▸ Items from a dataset
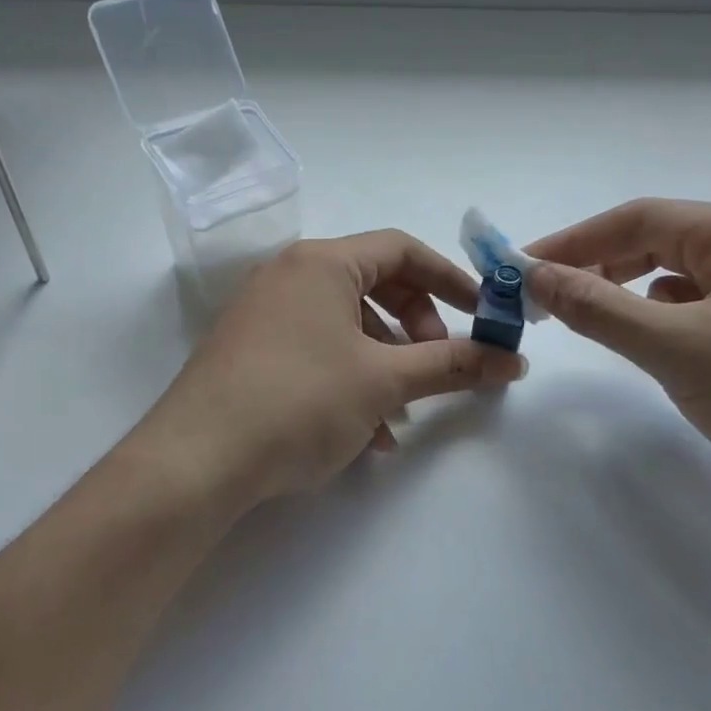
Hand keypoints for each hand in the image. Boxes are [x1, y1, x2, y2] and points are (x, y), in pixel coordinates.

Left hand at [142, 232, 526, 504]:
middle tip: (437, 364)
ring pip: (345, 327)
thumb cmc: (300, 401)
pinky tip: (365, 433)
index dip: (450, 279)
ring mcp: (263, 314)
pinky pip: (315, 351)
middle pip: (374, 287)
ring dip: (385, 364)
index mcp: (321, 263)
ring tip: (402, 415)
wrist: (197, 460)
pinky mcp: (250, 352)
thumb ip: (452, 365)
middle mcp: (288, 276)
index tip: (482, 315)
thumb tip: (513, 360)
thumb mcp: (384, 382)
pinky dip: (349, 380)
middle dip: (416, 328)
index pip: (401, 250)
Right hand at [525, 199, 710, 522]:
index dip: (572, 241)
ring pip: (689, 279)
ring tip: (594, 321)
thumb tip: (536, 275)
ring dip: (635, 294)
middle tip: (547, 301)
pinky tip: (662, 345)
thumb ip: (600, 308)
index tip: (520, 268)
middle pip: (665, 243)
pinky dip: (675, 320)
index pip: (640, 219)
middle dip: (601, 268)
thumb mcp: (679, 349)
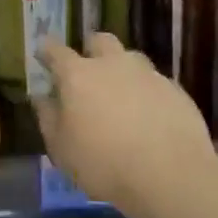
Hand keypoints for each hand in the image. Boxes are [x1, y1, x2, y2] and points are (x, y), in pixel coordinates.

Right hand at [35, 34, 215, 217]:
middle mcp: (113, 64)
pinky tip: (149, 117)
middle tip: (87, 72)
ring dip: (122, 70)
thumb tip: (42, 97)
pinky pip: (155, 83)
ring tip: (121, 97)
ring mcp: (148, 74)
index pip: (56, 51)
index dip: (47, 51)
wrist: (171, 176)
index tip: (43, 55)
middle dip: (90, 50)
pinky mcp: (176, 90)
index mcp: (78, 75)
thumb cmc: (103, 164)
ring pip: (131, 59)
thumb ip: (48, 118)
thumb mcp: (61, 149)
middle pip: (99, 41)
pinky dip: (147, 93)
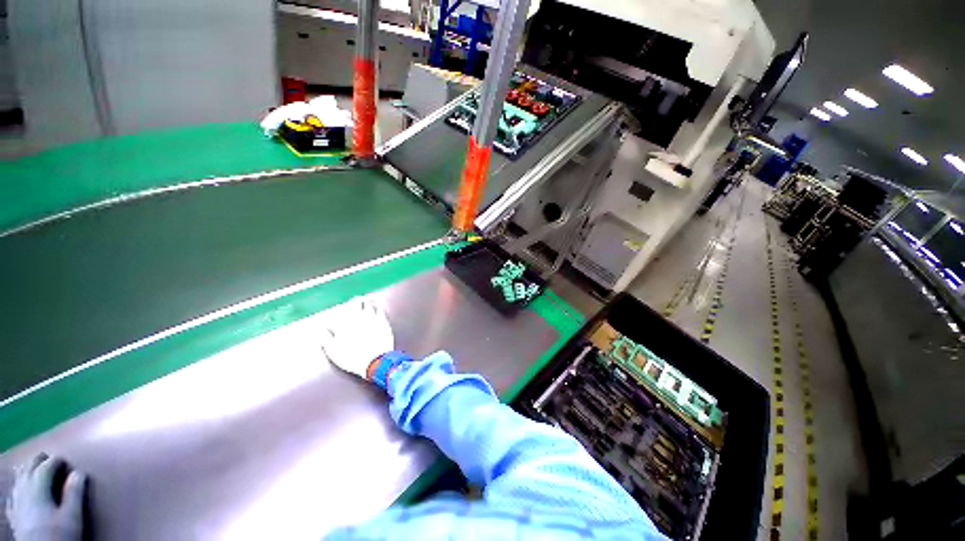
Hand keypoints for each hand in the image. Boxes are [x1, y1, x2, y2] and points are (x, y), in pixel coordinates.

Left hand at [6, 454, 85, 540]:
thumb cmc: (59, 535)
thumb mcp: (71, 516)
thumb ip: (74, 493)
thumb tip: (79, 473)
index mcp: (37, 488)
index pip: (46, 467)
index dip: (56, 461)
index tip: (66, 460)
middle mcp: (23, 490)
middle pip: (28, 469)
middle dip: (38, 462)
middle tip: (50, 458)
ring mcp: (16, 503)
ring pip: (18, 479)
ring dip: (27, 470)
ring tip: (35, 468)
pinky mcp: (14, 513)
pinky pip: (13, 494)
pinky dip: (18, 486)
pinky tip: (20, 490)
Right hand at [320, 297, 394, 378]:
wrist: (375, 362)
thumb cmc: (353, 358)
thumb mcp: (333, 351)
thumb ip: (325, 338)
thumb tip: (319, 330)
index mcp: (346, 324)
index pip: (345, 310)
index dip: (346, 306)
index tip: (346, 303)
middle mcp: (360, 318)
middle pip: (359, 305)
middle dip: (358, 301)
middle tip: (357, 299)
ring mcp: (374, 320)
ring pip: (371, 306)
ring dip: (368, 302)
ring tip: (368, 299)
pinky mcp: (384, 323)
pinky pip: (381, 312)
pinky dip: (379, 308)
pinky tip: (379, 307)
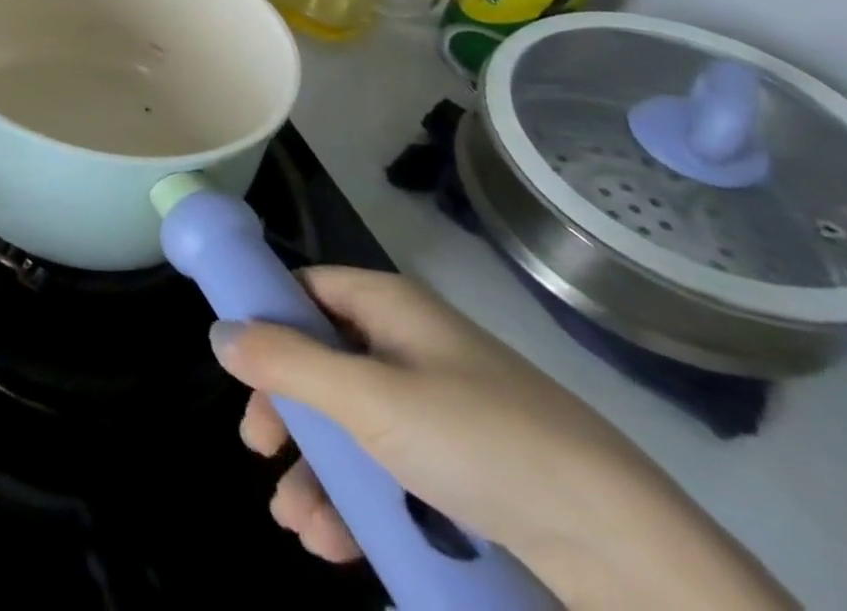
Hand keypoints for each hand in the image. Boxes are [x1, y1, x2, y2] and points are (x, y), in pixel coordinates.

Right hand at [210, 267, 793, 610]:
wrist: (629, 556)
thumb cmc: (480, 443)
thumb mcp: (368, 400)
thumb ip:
---
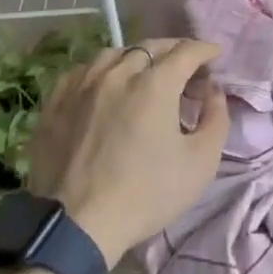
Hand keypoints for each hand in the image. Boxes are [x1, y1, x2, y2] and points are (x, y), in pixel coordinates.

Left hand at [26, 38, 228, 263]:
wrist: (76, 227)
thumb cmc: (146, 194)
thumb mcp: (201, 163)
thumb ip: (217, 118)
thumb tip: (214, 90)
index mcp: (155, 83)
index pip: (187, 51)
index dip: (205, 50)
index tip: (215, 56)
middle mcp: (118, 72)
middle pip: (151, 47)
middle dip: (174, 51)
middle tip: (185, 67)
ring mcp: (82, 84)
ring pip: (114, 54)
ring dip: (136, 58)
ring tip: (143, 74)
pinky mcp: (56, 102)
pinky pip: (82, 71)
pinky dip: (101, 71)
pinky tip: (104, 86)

▸ What is expected
Every line with "Left" in it should be copied from the entries above.

▸ Output of the task
Left hand at [142, 232, 526, 504]:
Left hand at [6, 454, 85, 540]:
Left hand at [26, 38, 228, 263]:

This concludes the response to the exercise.